The records:
<<<<
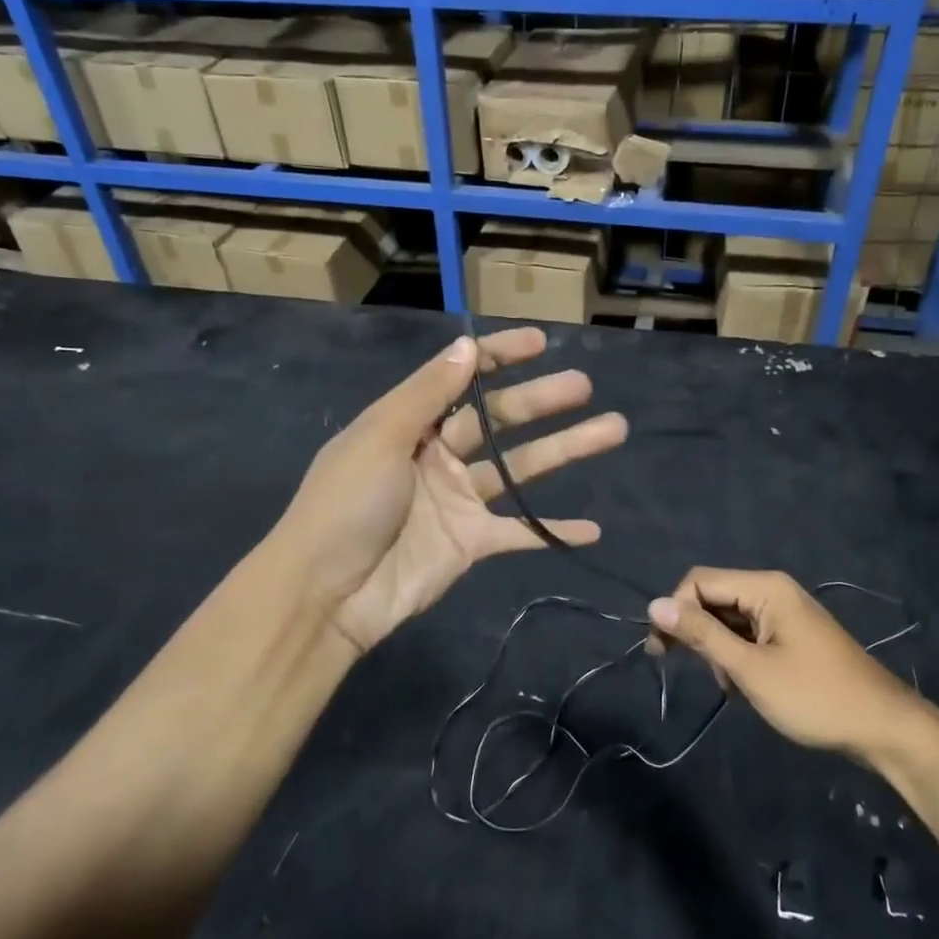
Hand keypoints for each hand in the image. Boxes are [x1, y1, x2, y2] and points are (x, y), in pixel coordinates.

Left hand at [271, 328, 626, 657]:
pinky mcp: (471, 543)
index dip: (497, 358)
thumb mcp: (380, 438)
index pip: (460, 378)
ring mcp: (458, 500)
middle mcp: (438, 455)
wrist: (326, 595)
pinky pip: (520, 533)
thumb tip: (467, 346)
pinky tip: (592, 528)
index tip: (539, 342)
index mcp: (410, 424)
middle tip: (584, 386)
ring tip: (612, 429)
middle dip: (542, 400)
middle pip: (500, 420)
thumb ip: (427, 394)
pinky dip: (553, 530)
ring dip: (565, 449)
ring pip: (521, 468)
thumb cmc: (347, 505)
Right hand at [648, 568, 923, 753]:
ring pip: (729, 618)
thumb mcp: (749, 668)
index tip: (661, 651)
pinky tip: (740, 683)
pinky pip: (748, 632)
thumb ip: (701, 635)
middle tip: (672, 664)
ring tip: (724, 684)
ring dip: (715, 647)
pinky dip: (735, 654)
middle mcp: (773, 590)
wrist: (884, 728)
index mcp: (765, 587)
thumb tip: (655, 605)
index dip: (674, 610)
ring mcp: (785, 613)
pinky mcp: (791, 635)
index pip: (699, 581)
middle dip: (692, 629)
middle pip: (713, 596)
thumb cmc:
>>>>
What is the number of lines in the records that contain "ring"? Answer with it alone.

Exercise solution: 8